Task statement - Lines containing the word "Castelli" are the ones to copy from the records below.

====== Provided entries ======

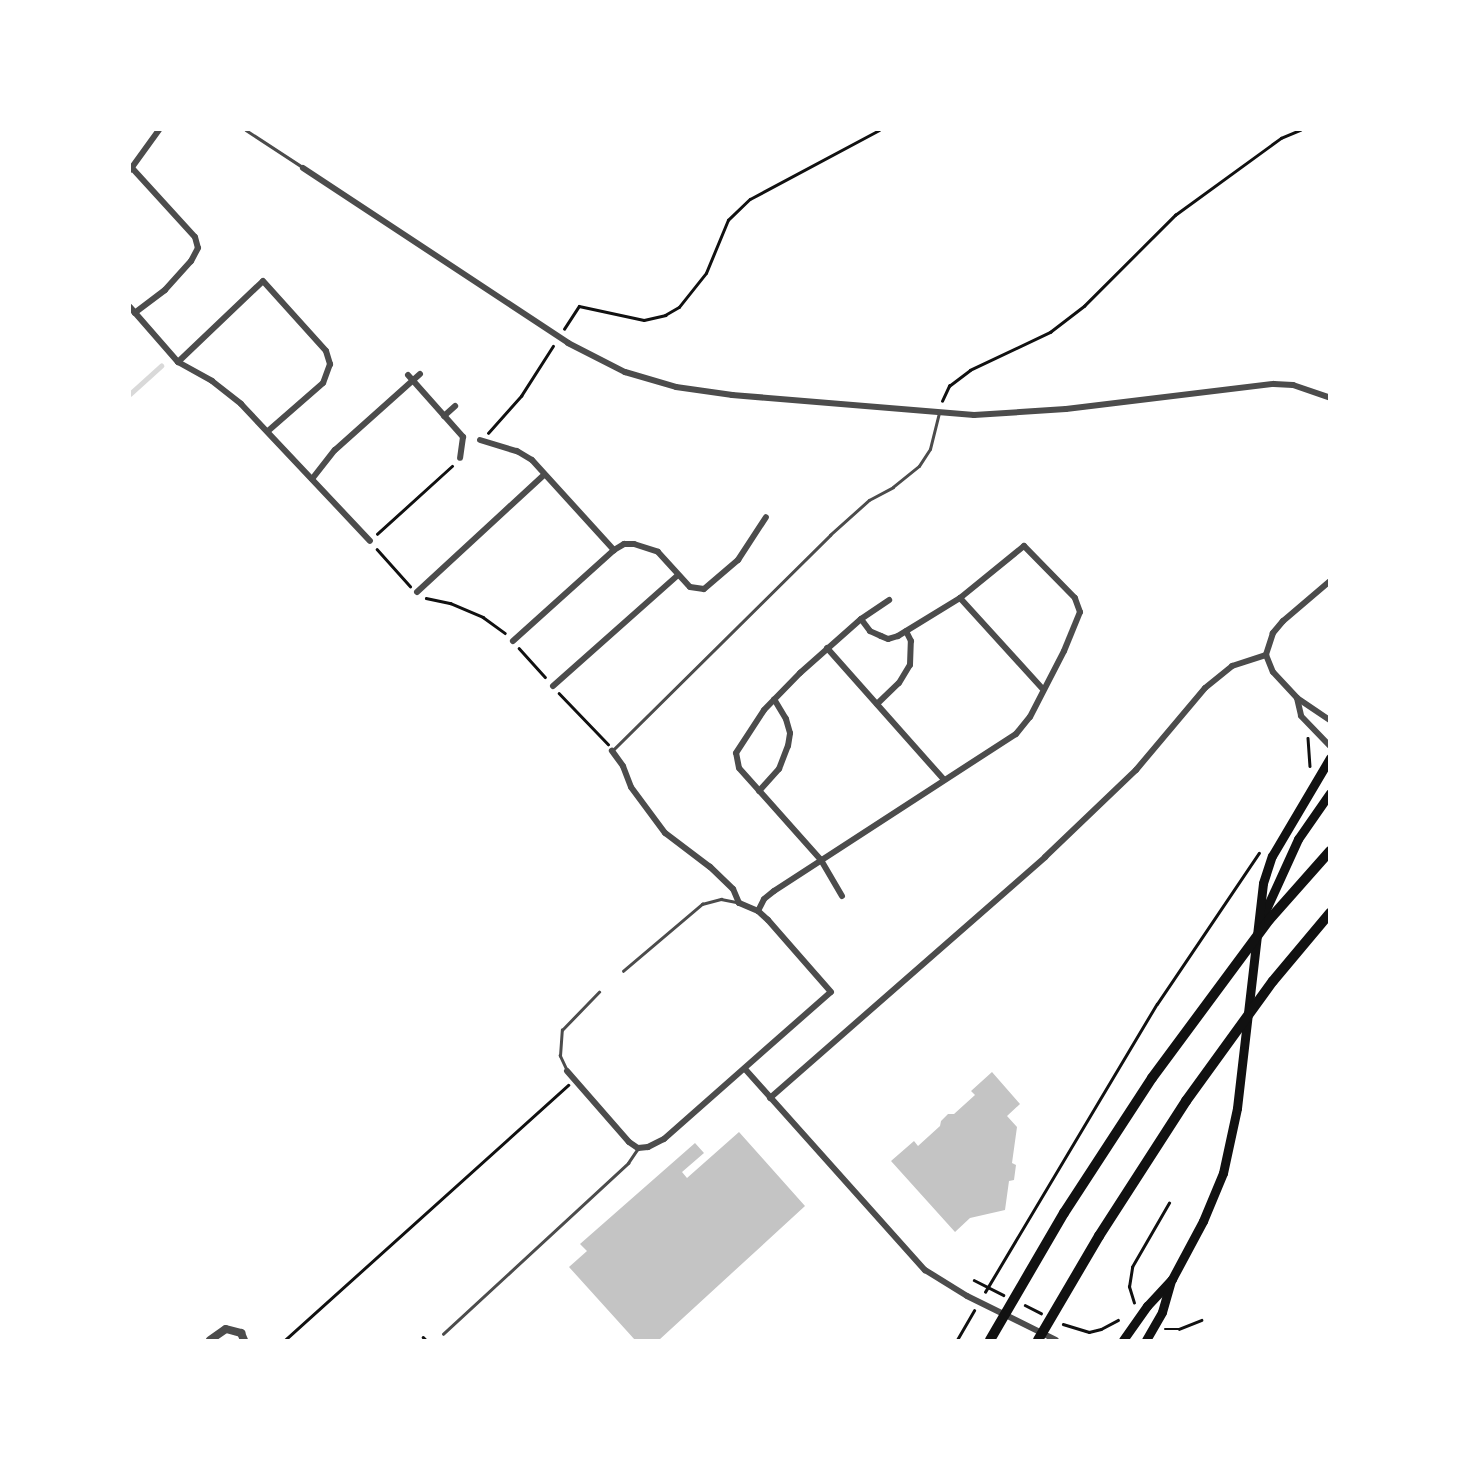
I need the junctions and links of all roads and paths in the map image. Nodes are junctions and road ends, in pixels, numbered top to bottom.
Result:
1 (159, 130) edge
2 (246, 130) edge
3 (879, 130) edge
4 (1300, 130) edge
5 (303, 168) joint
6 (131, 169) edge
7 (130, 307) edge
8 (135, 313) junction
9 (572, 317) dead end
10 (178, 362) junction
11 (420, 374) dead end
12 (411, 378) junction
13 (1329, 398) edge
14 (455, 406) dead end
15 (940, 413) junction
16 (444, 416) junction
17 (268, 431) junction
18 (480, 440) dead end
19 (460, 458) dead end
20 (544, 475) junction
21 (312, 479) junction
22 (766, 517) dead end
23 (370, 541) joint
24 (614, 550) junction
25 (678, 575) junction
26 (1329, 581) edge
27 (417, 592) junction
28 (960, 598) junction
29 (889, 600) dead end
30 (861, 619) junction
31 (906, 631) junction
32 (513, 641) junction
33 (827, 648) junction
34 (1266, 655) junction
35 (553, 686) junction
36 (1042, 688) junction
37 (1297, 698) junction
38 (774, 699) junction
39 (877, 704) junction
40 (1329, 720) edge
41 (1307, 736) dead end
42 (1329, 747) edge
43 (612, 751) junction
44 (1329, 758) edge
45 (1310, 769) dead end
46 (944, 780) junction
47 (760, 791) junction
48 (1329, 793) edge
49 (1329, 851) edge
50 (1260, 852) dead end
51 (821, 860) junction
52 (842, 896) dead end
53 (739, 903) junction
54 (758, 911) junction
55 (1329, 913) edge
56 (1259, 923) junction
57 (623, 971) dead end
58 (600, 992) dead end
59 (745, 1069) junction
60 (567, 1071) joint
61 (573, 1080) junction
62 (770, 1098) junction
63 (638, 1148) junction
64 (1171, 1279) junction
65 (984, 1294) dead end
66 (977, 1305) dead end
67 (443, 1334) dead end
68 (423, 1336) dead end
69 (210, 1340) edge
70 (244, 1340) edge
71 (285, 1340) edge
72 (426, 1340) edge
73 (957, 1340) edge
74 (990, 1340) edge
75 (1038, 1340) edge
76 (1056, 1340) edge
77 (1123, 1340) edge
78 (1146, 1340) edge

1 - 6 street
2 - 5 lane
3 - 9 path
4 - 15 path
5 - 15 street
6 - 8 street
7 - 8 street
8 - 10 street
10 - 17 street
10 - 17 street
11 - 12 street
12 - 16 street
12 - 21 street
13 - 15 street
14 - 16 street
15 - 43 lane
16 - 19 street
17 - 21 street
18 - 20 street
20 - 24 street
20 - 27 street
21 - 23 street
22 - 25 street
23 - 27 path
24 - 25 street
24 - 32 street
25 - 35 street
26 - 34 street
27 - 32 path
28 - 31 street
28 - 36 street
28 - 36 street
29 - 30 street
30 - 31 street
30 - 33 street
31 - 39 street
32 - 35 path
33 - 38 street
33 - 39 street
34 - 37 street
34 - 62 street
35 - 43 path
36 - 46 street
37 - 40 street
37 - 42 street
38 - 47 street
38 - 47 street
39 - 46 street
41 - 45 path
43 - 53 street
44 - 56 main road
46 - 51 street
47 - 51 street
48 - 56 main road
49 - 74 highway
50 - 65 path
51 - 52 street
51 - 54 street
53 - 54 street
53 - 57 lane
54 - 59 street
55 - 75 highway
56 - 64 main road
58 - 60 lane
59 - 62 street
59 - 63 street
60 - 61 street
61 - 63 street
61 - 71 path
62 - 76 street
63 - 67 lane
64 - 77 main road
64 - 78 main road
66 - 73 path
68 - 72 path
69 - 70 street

======
====== Provided entries ======

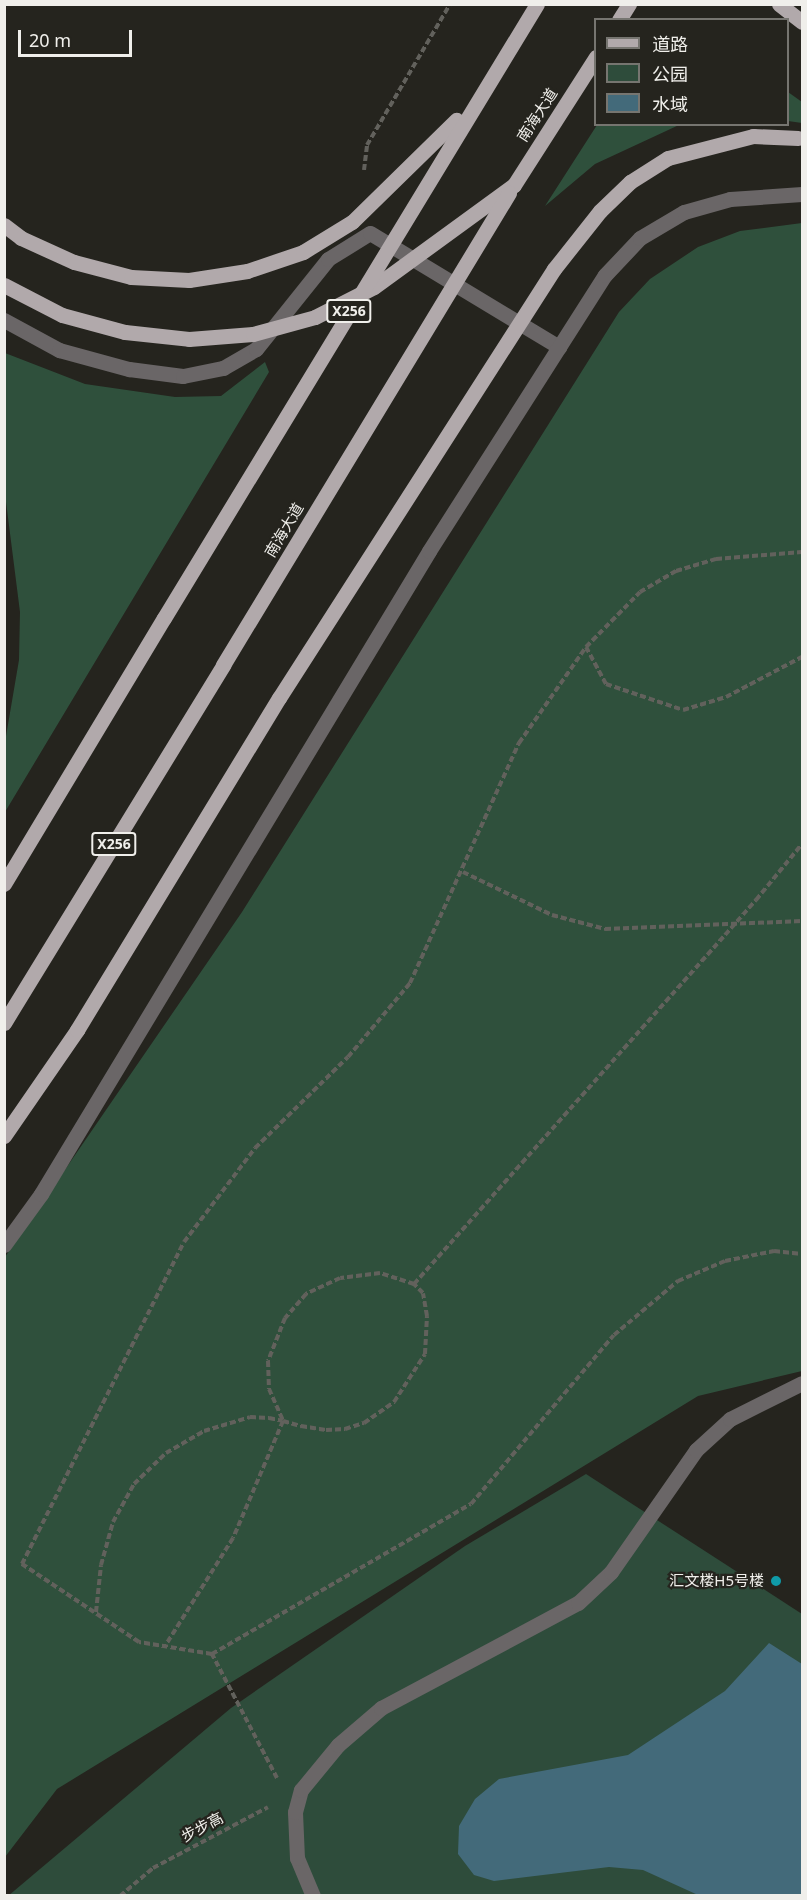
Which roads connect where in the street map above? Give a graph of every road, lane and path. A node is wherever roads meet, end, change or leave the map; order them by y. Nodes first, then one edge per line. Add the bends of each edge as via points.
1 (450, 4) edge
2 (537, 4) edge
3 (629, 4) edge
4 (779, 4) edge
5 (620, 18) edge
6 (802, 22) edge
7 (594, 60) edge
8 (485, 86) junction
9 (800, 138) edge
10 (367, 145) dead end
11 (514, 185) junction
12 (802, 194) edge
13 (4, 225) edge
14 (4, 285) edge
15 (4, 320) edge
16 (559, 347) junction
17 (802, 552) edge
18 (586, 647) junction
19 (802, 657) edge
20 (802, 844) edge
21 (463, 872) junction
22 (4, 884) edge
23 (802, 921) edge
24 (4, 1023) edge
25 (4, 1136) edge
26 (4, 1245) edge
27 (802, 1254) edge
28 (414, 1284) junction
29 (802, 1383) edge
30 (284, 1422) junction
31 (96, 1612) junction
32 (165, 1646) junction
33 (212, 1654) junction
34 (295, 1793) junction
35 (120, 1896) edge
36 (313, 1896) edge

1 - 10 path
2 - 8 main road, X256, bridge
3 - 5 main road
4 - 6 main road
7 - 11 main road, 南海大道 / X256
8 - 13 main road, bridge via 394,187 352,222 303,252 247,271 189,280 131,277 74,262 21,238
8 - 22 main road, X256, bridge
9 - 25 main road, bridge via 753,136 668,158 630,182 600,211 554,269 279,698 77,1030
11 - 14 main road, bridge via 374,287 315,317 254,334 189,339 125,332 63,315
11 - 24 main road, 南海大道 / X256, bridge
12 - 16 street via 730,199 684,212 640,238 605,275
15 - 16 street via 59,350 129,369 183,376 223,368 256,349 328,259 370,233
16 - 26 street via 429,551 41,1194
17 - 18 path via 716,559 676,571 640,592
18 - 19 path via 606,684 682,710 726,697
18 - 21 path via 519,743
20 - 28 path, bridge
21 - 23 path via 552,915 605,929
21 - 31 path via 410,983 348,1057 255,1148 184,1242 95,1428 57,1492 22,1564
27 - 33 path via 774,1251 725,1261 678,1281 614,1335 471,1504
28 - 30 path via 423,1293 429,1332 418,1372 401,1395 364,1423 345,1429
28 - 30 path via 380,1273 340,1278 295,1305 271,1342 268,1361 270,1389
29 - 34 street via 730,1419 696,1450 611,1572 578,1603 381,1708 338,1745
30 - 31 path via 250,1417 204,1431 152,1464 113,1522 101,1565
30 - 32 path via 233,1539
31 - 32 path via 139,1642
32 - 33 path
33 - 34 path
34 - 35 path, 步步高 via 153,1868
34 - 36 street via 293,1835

======
====== Provided entries ======

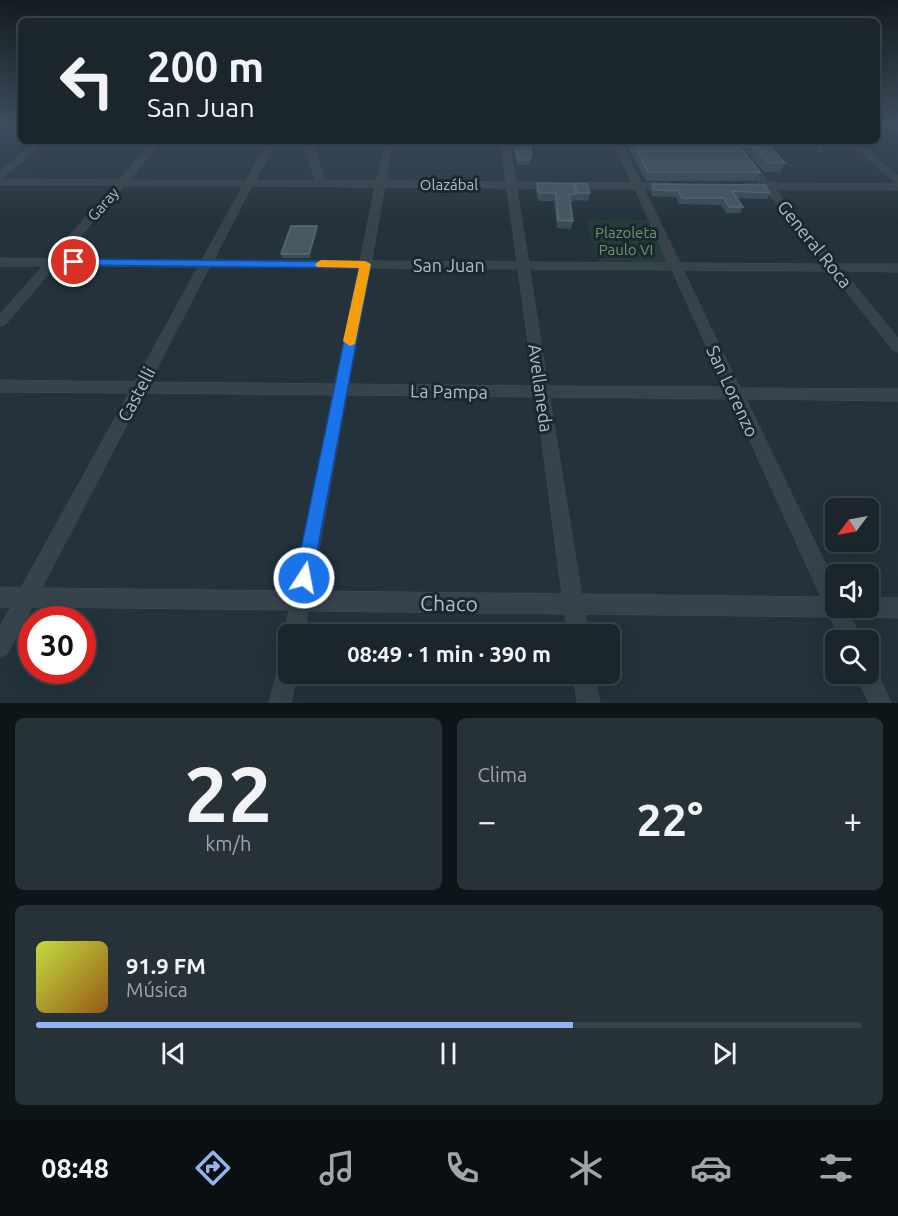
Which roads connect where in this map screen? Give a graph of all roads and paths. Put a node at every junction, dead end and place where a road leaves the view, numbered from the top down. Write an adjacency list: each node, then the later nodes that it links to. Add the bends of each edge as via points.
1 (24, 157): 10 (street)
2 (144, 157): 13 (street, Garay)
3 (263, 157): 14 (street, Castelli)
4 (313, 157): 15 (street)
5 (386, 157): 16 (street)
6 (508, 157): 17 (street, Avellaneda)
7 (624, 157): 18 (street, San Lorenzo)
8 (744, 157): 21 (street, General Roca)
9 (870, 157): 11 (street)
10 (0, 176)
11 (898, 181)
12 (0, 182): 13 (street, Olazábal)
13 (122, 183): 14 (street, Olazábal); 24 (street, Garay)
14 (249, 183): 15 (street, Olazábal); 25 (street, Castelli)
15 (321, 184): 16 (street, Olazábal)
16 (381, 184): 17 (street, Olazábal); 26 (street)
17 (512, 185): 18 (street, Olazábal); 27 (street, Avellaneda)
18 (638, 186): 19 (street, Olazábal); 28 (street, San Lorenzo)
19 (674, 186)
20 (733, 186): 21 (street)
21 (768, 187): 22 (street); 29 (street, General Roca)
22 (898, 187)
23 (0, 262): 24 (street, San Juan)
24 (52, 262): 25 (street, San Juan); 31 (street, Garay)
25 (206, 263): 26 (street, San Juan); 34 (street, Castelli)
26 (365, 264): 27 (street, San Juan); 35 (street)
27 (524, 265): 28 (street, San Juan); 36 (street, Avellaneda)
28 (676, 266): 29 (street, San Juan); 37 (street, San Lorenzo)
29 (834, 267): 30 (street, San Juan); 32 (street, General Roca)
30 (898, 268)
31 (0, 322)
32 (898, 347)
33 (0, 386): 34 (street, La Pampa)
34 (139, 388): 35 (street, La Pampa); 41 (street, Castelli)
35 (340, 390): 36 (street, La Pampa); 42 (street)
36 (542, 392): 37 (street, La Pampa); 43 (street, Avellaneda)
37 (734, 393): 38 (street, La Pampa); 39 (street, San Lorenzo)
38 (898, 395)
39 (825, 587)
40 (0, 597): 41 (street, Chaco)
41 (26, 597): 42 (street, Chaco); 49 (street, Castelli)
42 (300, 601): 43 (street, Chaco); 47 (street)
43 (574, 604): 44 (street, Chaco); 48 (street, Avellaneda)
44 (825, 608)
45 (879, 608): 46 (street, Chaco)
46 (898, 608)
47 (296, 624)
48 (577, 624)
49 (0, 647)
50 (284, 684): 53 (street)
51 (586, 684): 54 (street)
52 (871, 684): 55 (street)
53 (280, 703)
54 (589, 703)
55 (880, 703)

======

Expected answer -
3 (263, 157): 14 (street, Castelli)
14 (249, 183): 15 (street, Olazábal); 25 (street, Castelli)
25 (206, 263): 26 (street, San Juan); 34 (street, Castelli)
34 (139, 388): 35 (street, La Pampa); 41 (street, Castelli)
41 (26, 597): 42 (street, Chaco); 49 (street, Castelli)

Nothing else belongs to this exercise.